Carbon markets in California are potentially positioning to drive allowance prices higher in the coming months and years as the Air Resource Board works to wrap up its latest five-year update to the state’s climate strategy. Luke Oliver, managing director, head of climate investments, and head of strategy at KraneShares, broke down recent activity in the California Carbon Allowances markets and provided a second-half outlook for the shared California and Quebec market in a paper.
The ARB is working through its final revisions of the updated 2022 Scoping Plan that creates the framework and outlines the path forward to meet the 40% reduction of carbon emissions (compared to 1990 levels) by 2030, and reaching carbon neutrality by 2045, five years ahead of the national goal.
The Scoping Plan is under pressure from California’s Governor Gavin Newsom (D) to tighten measures and create greater pressure on industries and build out alternative energy options.
“Some of the new actions Newsom outlined include enhanced efforts to advance offshore wind, a more stringent Low Carbon Fuel Standard (LCFS), a new aviation clean fuels target, residential heat pumps target, new natural and engineered carbon removal goals, and addressing methane leaks,” explained Oliver.
Alongside the infrastructure law passed in November 2021 and the Inflation Reduction Act signed into law on August 16, it will provide regulatory support for the space and create upward price pressures as measures tighten.

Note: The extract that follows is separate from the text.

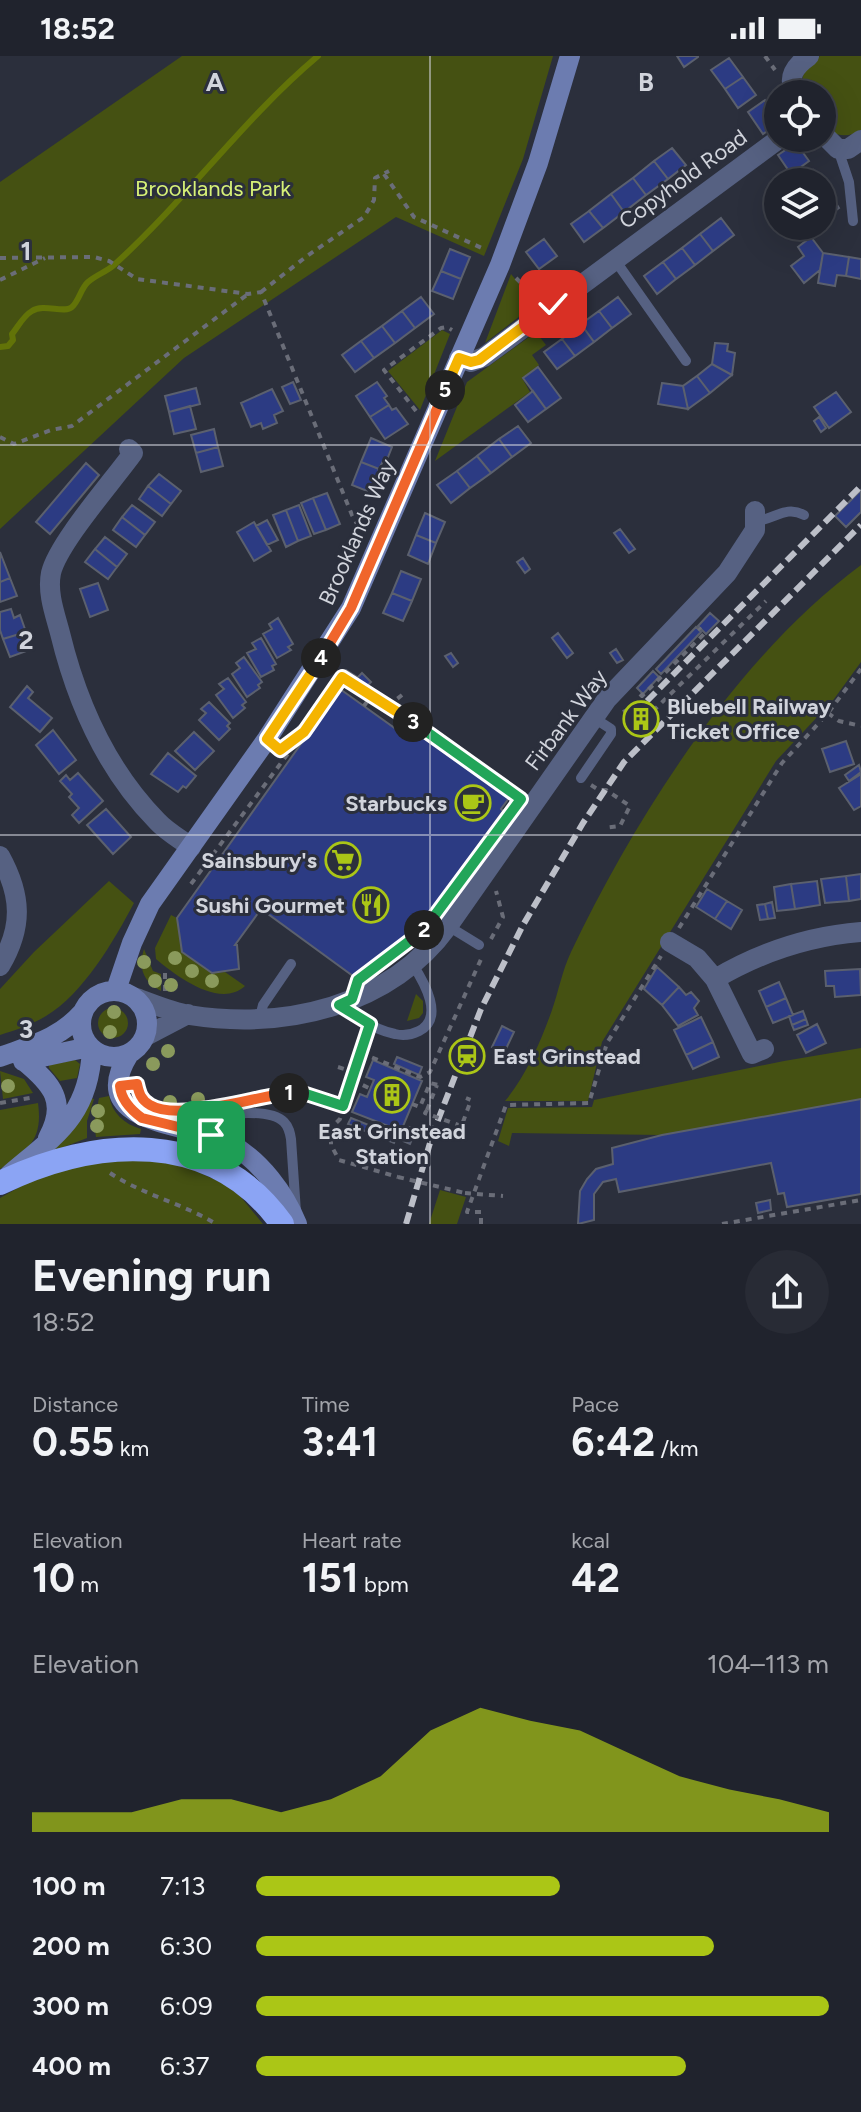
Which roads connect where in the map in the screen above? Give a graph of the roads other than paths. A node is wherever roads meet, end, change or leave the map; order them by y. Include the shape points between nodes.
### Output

A reduction in allowances available will help provide pressure on industries to alter their emissions practices, driving cleaner operations while the cost of available allowances rises from a shorter supply.
CCAs have declined over the summer in a movement that is attributed to the macro environment of high gas prices and inflation.
“Looking ahead, analysts and market participants largely anticipate strong upside potential for CCA prices as buyers may take advantage of the weakness in price,” Oliver wrote. “Moreover, between Newsom’s comments, the Inflation Reduction Act, and the infrastructure bill there is a clear directional path and appetite for increased climate regulation, creating an environment that can be bullish for CCA.”
Investing in California’s Carbon Market
The KraneShares California Carbon Allowance ETF (KCCA) offers targeted exposure to the joint California and Quebec carbon allowance markets.
“Investors have been increasingly positioning in California allowances, with KCCA shares outstanding increasing by 60% since May, 95% YTD, as many speculate that the program offers improved risk-return relative to the larger, higher price schemes,” Oliver said.
KCCA is a fund that offers exposure to the California cap-and-trade carbon allowance program, one of the fastest-growing carbon allowance programs worldwide, and is benchmarked to the IHS Markit Carbon CCA Index. The CCA includes up to 15% of the cap-and-trade credits from Quebec’s market.
The index measures a portfolio of futures contracts on carbon credits issued by the CCA and only includes futures with a maturity in December in the next year or two while using a wholly-owned subsidiary in the Cayman Islands to prevent investors from needing a K-1 for tax purposes.
The fund may also invest in emission allowances issued under another cap-and-trade system, futures contracts that aren’t carbon credit futures, options on futures contracts, swap contracts and other investment companies, and notes that aren’t necessarily exchange traded.
KCCA carries an expense ratio of 0.79%.
The KraneShares Global Carbon Strategy ETF (KRBN) also offers exposure to California’s market with 30% of the fund allocated to CCAs as well as carbon allowances futures globally from the EU, RGGI, and the U.K. and has an expense ratio of 0.78%.